Dataset entries:
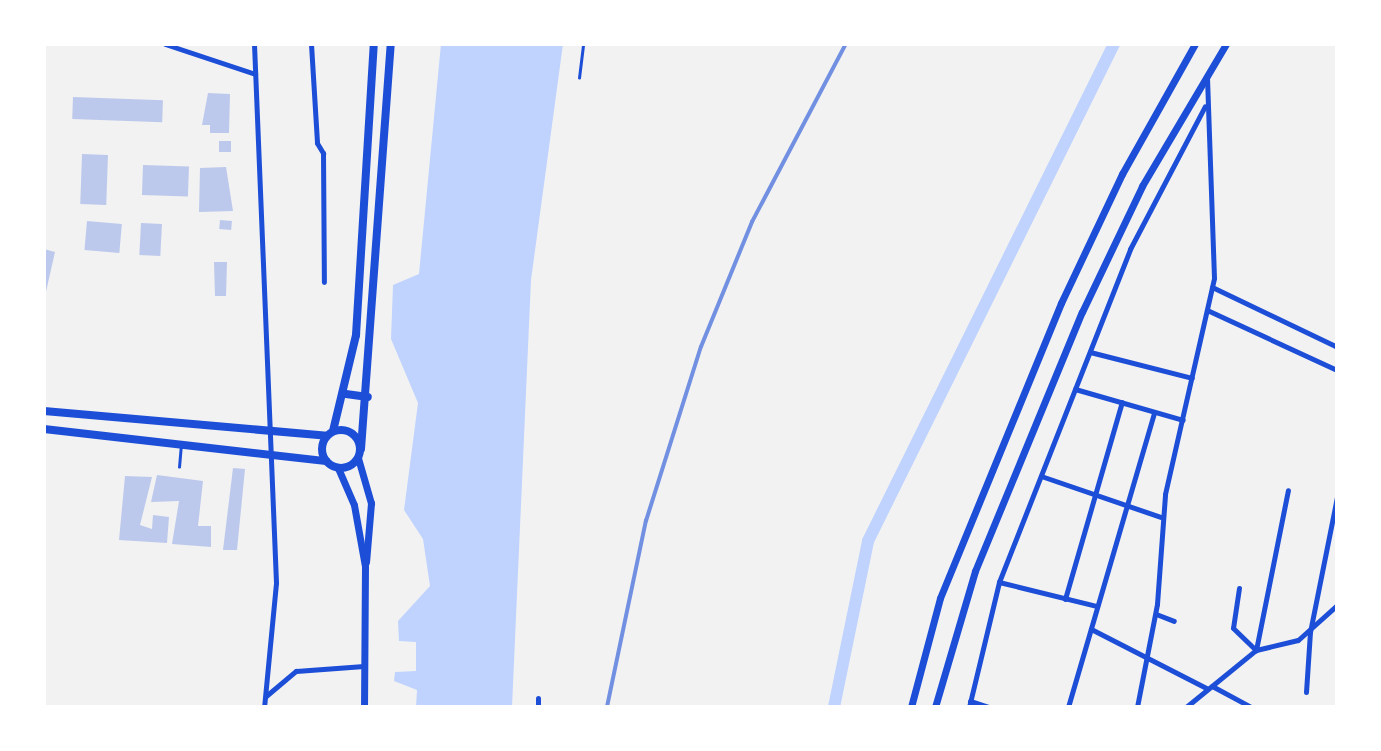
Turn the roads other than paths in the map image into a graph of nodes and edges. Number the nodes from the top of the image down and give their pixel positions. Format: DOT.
graph roads {
  1 [pos="165,44"];
  2 [pos="254,44"];
  3 [pos="311,44"];
  4 [pos="373,44"];
  5 [pos="391,44"];
  6 [pos="583,44"];
  7 [pos="1195,44"];
  8 [pos="1226,44"];
  9 [pos="255,74"];
  10 [pos="1207,75"];
  11 [pos="579,78"];
  12 [pos="1205,106"];
  13 [pos="324,282"];
  14 [pos="1212,287"];
  15 [pos="1207,310"];
  16 [pos="1337,347"];
  17 [pos="1090,352"];
  18 [pos="1337,370"];
  19 [pos="1192,378"];
  20 [pos="1075,389"];
  21 [pos="346,394"];
  22 [pos="368,397"];
  23 [pos="1122,402"];
  24 [pos="44,411"];
  25 [pos="1154,412"];
  26 [pos="1184,420"];
  27 [pos="44,429"];
  28 [pos="270,431"];
  29 [pos="330,433"];
  30 [pos="181,442"];
  31 [pos="361,449"];
  32 [pos="269,451"];
  33 [pos="358,458"];
  34 [pos="326,461"];
  35 [pos="179,467"];
  36 [pos="338,468"];
  37 [pos="1041,476"];
  38 [pos="1287,490"];
  39 [pos="1094,494"];
  40 [pos="1337,497"];
  41 [pos="1127,505"];
  42 [pos="1161,517"];
  43 [pos="365,566"];
  44 [pos="999,582"];
  45 [pos="1239,588"];
  46 [pos="1065,599"];
  47 [pos="1337,605"];
  48 [pos="1097,607"];
  49 [pos="1156,614"];
  50 [pos="1174,621"];
  51 [pos="1091,629"];
  52 [pos="1310,632"];
  53 [pos="1256,650"];
  54 [pos="1147,653"];
  55 [pos="364,666"];
  56 [pos="1210,687"];
  57 [pos="1306,692"];
  58 [pos="264,698"];
  59 [pos="538,698"];
  60 [pos="969,704"];
  61 [pos="264,707"];
  62 [pos="364,707"];
  63 [pos="538,707"];
  64 [pos="911,707"];
  65 [pos="935,707"];
  66 [pos="989,707"];
  67 [pos="1068,707"];
  68 [pos="1137,707"];
  69 [pos="1186,707"];
  70 [pos="1251,707"];
  1 -- 9 [label="street"];
  2 -- 9 [label="street"];
  3 -- 13 [label="street"];
  4 -- 21 [label="main road"];
  5 -- 22 [label="main road"];
  6 -- 11 [label="lane"];
  7 -- 64 [label="main road"];
  8 -- 10 [label="main road"];
  9 -- 28 [label="street"];
  10 -- 12 [label="street"];
  10 -- 65 [label="main road"];
  12 -- 14 [label="street"];
  12 -- 17 [label="street"];
  14 -- 15 [label="street"];
  14 -- 16 [label="street"];
  15 -- 18 [label="street"];
  15 -- 19 [label="street"];
  17 -- 19 [label="street"];
  17 -- 20 [label="street"];
  19 -- 26 [label="street"];
  20 -- 23 [label="street"];
  20 -- 37 [label="street"];
  21 -- 22 [label="main road"];
  21 -- 29 [label="main road"];
  22 -- 31 [label="main road"];
  23 -- 25 [label="street"];
  23 -- 39 [label="street"];
  24 -- 28 [label="main road"];
  25 -- 26 [label="street"];
  25 -- 41 [label="street"];
  26 -- 42 [label="street"];
  27 -- 30 [label="main road"];
  28 -- 29 [label="main road"];
  28 -- 32 [label="street"];
  29 -- 31 [label="main road"];
  29 -- 34 [label="main road"];
  30 -- 32 [label="main road"];
  30 -- 35 [label="lane"];
  31 -- 33 [label="main road"];
  32 -- 34 [label="main road"];
  32 -- 58 [label="street"];
  33 -- 36 [label="main road"];
  33 -- 43 [label="main road"];
  34 -- 36 [label="main road"];
  36 -- 43 [label="main road"];
  37 -- 39 [label="street"];
  37 -- 44 [label="street"];
  38 -- 53 [label="street"];
  39 -- 41 [label="street"];
  39 -- 46 [label="street"];
  40 -- 52 [label="street"];
  41 -- 42 [label="street"];
  41 -- 48 [label="street"];
  42 -- 49 [label="street"];
  43 -- 55 [label="main road"];
  44 -- 46 [label="street"];
  44 -- 60 [label="street"];
  45 -- 53 [label="street"];
  46 -- 48 [label="street"];
  47 -- 52 [label="street"];
  48 -- 51 [label="street"];
  49 -- 50 [label="street"];
  49 -- 54 [label="street"];
  51 -- 54 [label="street"];
  51 -- 67 [label="street"];
  52 -- 53 [label="street"];
  52 -- 57 [label="street"];
  53 -- 56 [label="street"];
  54 -- 56 [label="street"];
  54 -- 68 [label="street"];
  55 -- 58 [label="street"];
  55 -- 62 [label="main road"];
  56 -- 69 [label="street"];
  56 -- 70 [label="street"];
  58 -- 61 [label="street"];
  59 -- 63 [label="street"];
  60 -- 66 [label="street"];
}
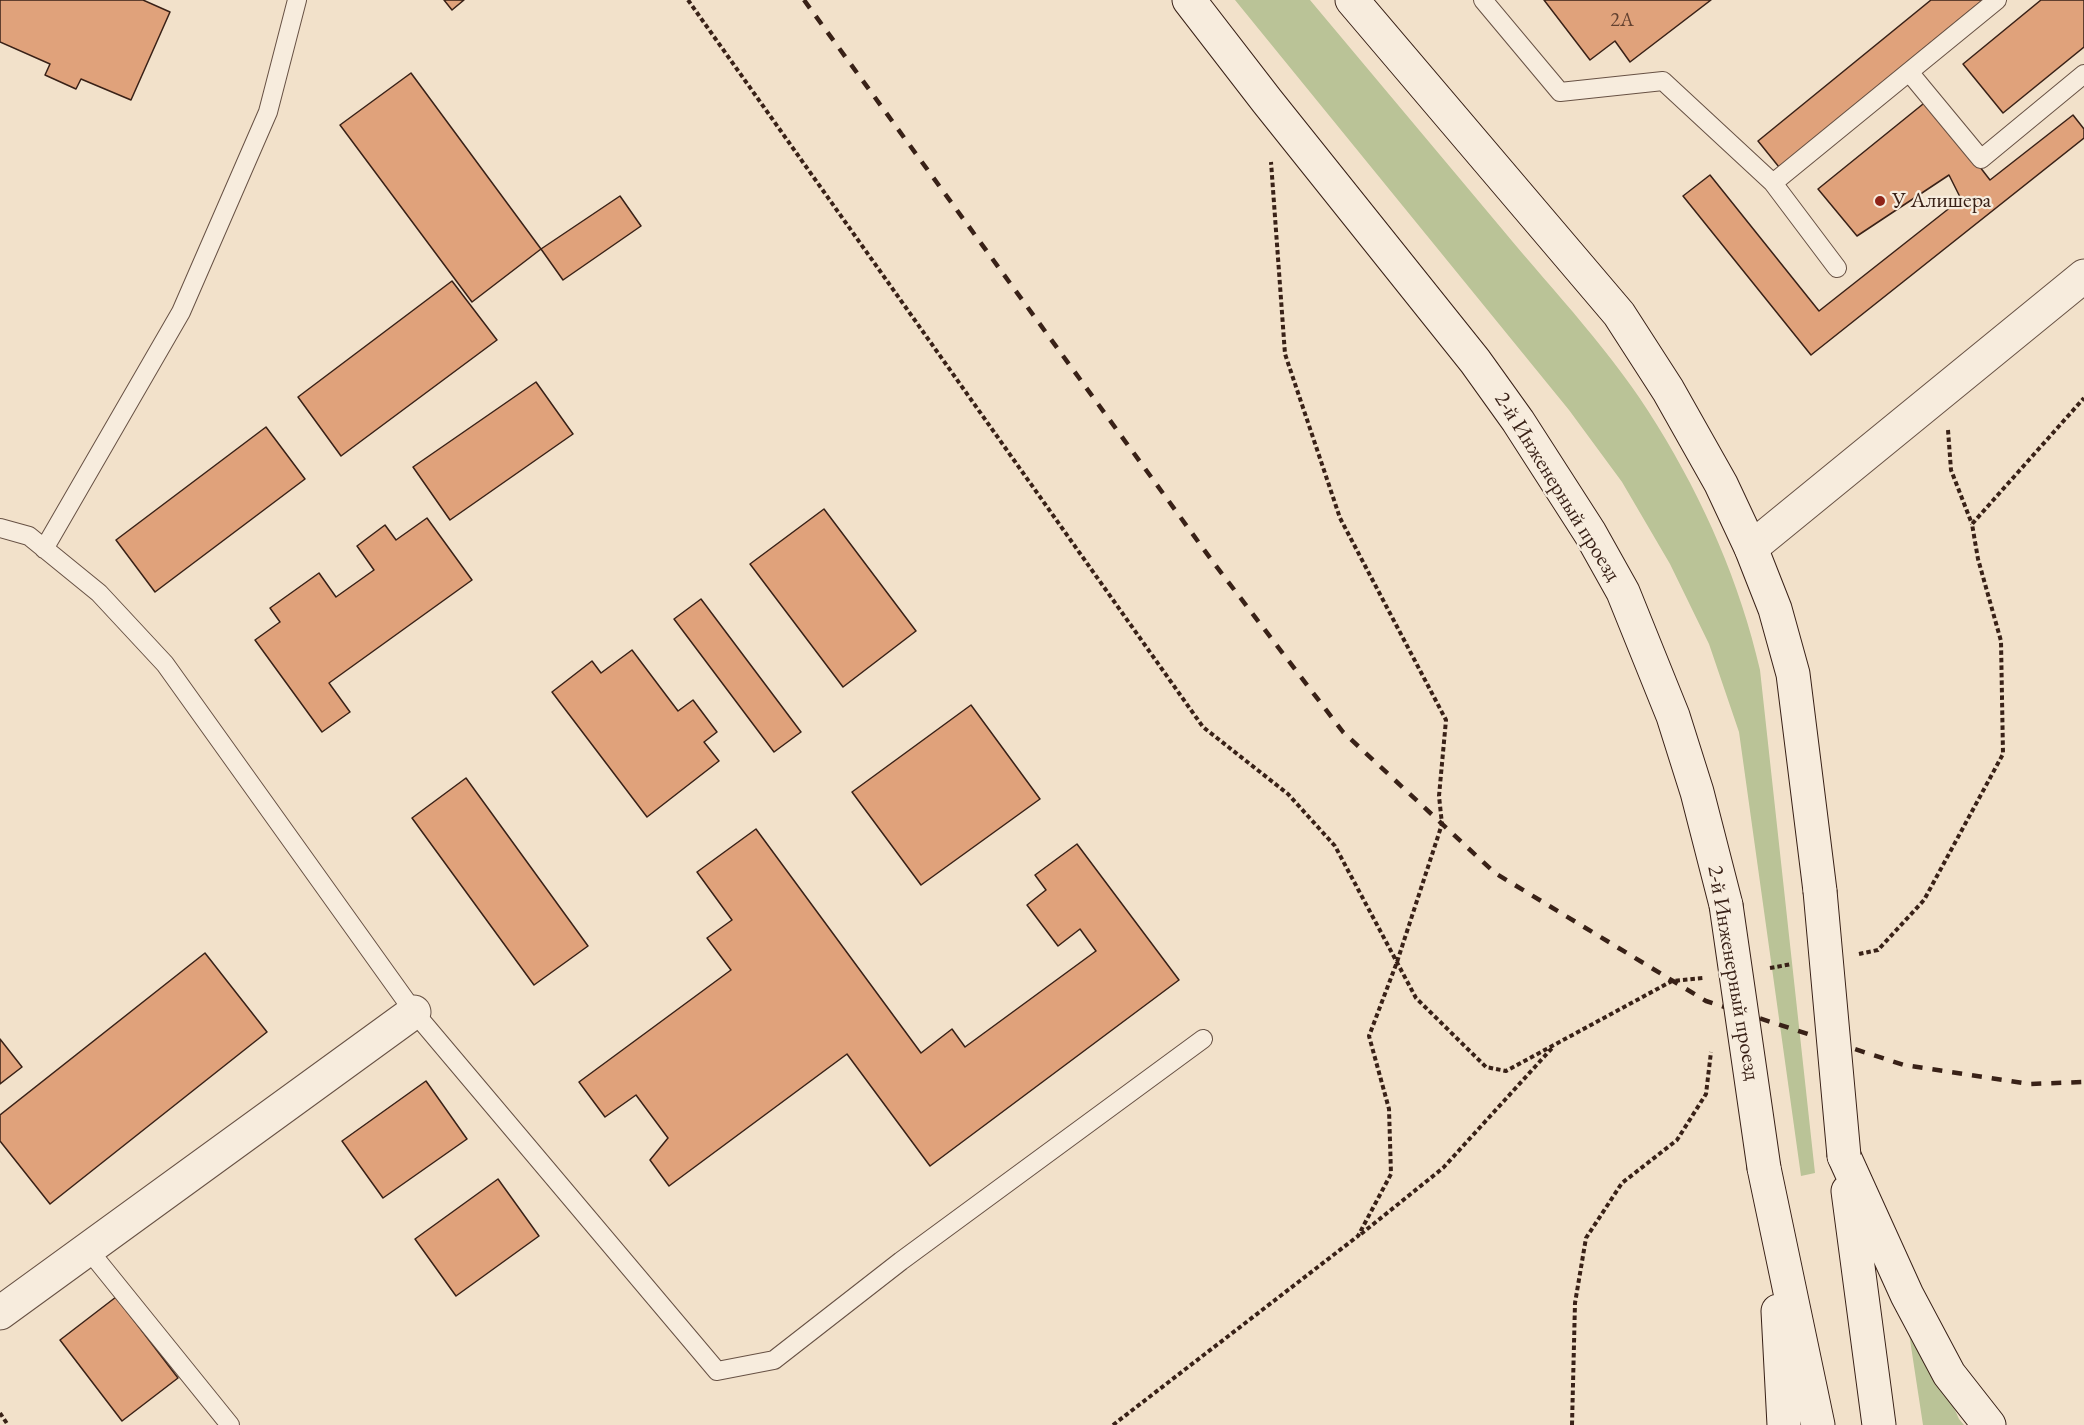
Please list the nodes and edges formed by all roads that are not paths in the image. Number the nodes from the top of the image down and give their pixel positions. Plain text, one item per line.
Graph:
1 (297, 0) edge
2 (1189, 0) edge
3 (1352, 0) edge
4 (1483, 0) edge
5 (1997, 0) edge
6 (1909, 72) junction
7 (2084, 74) edge
8 (1773, 183) junction
9 (1837, 268) dead end
10 (2084, 276) edge
11 (0, 528) edge
12 (1751, 548) junction
13 (44, 549) junction
14 (414, 1012) junction
15 (1203, 1039) dead end
16 (1844, 1156) junction
17 (87, 1248) junction
18 (1783, 1259) junction
19 (0, 1313) edge
20 (230, 1425) edge
21 (1784, 1425) edge
22 (1818, 1425) edge
23 (1879, 1425) edge
24 (1989, 1425) edge

1 - 13 lane
2 - 18 main road, 2-й Инженерный проезд, bridge
3 - 12 main road
4 - 8 lane
5 - 6 lane
6 - 7 lane
6 - 8 lane
8 - 9 lane
10 - 12 main road
11 - 13 lane
12 - 16 main road, bridge
13 - 14 lane
14 - 15 lane
14 - 17 main road
16 - 23 main road
16 - 24 main road
17 - 19 main road
17 - 20 lane
18 - 21 main road
18 - 22 main road, 2-й Инженерный проезд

What you are asked to do
Write the records out again exactly as shown above, keeping no pictures.

Exercise result
Turn the roads other than paths in the map image into a graph of nodes and edges. Number the nodes from the top of the image down and give their pixel positions. Format: DOT.
graph roads {
  1 [pos="165,44"];
  2 [pos="254,44"];
  3 [pos="311,44"];
  4 [pos="373,44"];
  5 [pos="391,44"];
  6 [pos="583,44"];
  7 [pos="1195,44"];
  8 [pos="1226,44"];
  9 [pos="255,74"];
  10 [pos="1207,75"];
  11 [pos="579,78"];
  12 [pos="1205,106"];
  13 [pos="324,282"];
  14 [pos="1212,287"];
  15 [pos="1207,310"];
  16 [pos="1337,347"];
  17 [pos="1090,352"];
  18 [pos="1337,370"];
  19 [pos="1192,378"];
  20 [pos="1075,389"];
  21 [pos="346,394"];
  22 [pos="368,397"];
  23 [pos="1122,402"];
  24 [pos="44,411"];
  25 [pos="1154,412"];
  26 [pos="1184,420"];
  27 [pos="44,429"];
  28 [pos="270,431"];
  29 [pos="330,433"];
  30 [pos="181,442"];
  31 [pos="361,449"];
  32 [pos="269,451"];
  33 [pos="358,458"];
  34 [pos="326,461"];
  35 [pos="179,467"];
  36 [pos="338,468"];
  37 [pos="1041,476"];
  38 [pos="1287,490"];
  39 [pos="1094,494"];
  40 [pos="1337,497"];
  41 [pos="1127,505"];
  42 [pos="1161,517"];
  43 [pos="365,566"];
  44 [pos="999,582"];
  45 [pos="1239,588"];
  46 [pos="1065,599"];
  47 [pos="1337,605"];
  48 [pos="1097,607"];
  49 [pos="1156,614"];
  50 [pos="1174,621"];
  51 [pos="1091,629"];
  52 [pos="1310,632"];
  53 [pos="1256,650"];
  54 [pos="1147,653"];
  55 [pos="364,666"];
  56 [pos="1210,687"];
  57 [pos="1306,692"];
  58 [pos="264,698"];
  59 [pos="538,698"];
  60 [pos="969,704"];
  61 [pos="264,707"];
  62 [pos="364,707"];
  63 [pos="538,707"];
  64 [pos="911,707"];
  65 [pos="935,707"];
  66 [pos="989,707"];
  67 [pos="1068,707"];
  68 [pos="1137,707"];
  69 [pos="1186,707"];
  70 [pos="1251,707"];
  1 -- 9 [label="street"];
  2 -- 9 [label="street"];
  3 -- 13 [label="street"];
  4 -- 21 [label="main road"];
  5 -- 22 [label="main road"];
  6 -- 11 [label="lane"];
  7 -- 64 [label="main road"];
  8 -- 10 [label="main road"];
  9 -- 28 [label="street"];
  10 -- 12 [label="street"];
  10 -- 65 [label="main road"];
  12 -- 14 [label="street"];
  12 -- 17 [label="street"];
  14 -- 15 [label="street"];
  14 -- 16 [label="street"];
  15 -- 18 [label="street"];
  15 -- 19 [label="street"];
  17 -- 19 [label="street"];
  17 -- 20 [label="street"];
  19 -- 26 [label="street"];
  20 -- 23 [label="street"];
  20 -- 37 [label="street"];
  21 -- 22 [label="main road"];
  21 -- 29 [label="main road"];
  22 -- 31 [label="main road"];
  23 -- 25 [label="street"];
  23 -- 39 [label="street"];
  24 -- 28 [label="main road"];
  25 -- 26 [label="street"];
  25 -- 41 [label="street"];
  26 -- 42 [label="street"];
  27 -- 30 [label="main road"];
  28 -- 29 [label="main road"];
  28 -- 32 [label="street"];
  29 -- 31 [label="main road"];
  29 -- 34 [label="main road"];
  30 -- 32 [label="main road"];
  30 -- 35 [label="lane"];
  31 -- 33 [label="main road"];
  32 -- 34 [label="main road"];
  32 -- 58 [label="street"];
  33 -- 36 [label="main road"];
  33 -- 43 [label="main road"];
  34 -- 36 [label="main road"];
  36 -- 43 [label="main road"];
  37 -- 39 [label="street"];
  37 -- 44 [label="street"];
  38 -- 53 [label="street"];
  39 -- 41 [label="street"];
  39 -- 46 [label="street"];
  40 -- 52 [label="street"];
  41 -- 42 [label="street"];
  41 -- 48 [label="street"];
  42 -- 49 [label="street"];
  43 -- 55 [label="main road"];
  44 -- 46 [label="street"];
  44 -- 60 [label="street"];
  45 -- 53 [label="street"];
  46 -- 48 [label="street"];
  47 -- 52 [label="street"];
  48 -- 51 [label="street"];
  49 -- 50 [label="street"];
  49 -- 54 [label="street"];
  51 -- 54 [label="street"];
  51 -- 67 [label="street"];
  52 -- 53 [label="street"];
  52 -- 57 [label="street"];
  53 -- 56 [label="street"];
  54 -- 56 [label="street"];
  54 -- 68 [label="street"];
  55 -- 58 [label="street"];
  55 -- 62 [label="main road"];
  56 -- 69 [label="street"];
  56 -- 70 [label="street"];
  58 -- 61 [label="street"];
  59 -- 63 [label="street"];
  60 -- 66 [label="street"];
}
Please list the nodes and edges formed by all roads that are not paths in the image. Number the nodes from the top of the image down and give their pixel positions. Plain text, one item per line.
Graph:
1 (297, 0) edge
2 (1189, 0) edge
3 (1352, 0) edge
4 (1483, 0) edge
5 (1997, 0) edge
6 (1909, 72) junction
7 (2084, 74) edge
8 (1773, 183) junction
9 (1837, 268) dead end
10 (2084, 276) edge
11 (0, 528) edge
12 (1751, 548) junction
13 (44, 549) junction
14 (414, 1012) junction
15 (1203, 1039) dead end
16 (1844, 1156) junction
17 (87, 1248) junction
18 (1783, 1259) junction
19 (0, 1313) edge
20 (230, 1425) edge
21 (1784, 1425) edge
22 (1818, 1425) edge
23 (1879, 1425) edge
24 (1989, 1425) edge

1 - 13 lane
2 - 18 main road, 2-й Инженерный проезд, bridge
3 - 12 main road
4 - 8 lane
5 - 6 lane
6 - 7 lane
6 - 8 lane
8 - 9 lane
10 - 12 main road
11 - 13 lane
12 - 16 main road, bridge
13 - 14 lane
14 - 15 lane
14 - 17 main road
16 - 23 main road
16 - 24 main road
17 - 19 main road
17 - 20 lane
18 - 21 main road
18 - 22 main road, 2-й Инженерный проезд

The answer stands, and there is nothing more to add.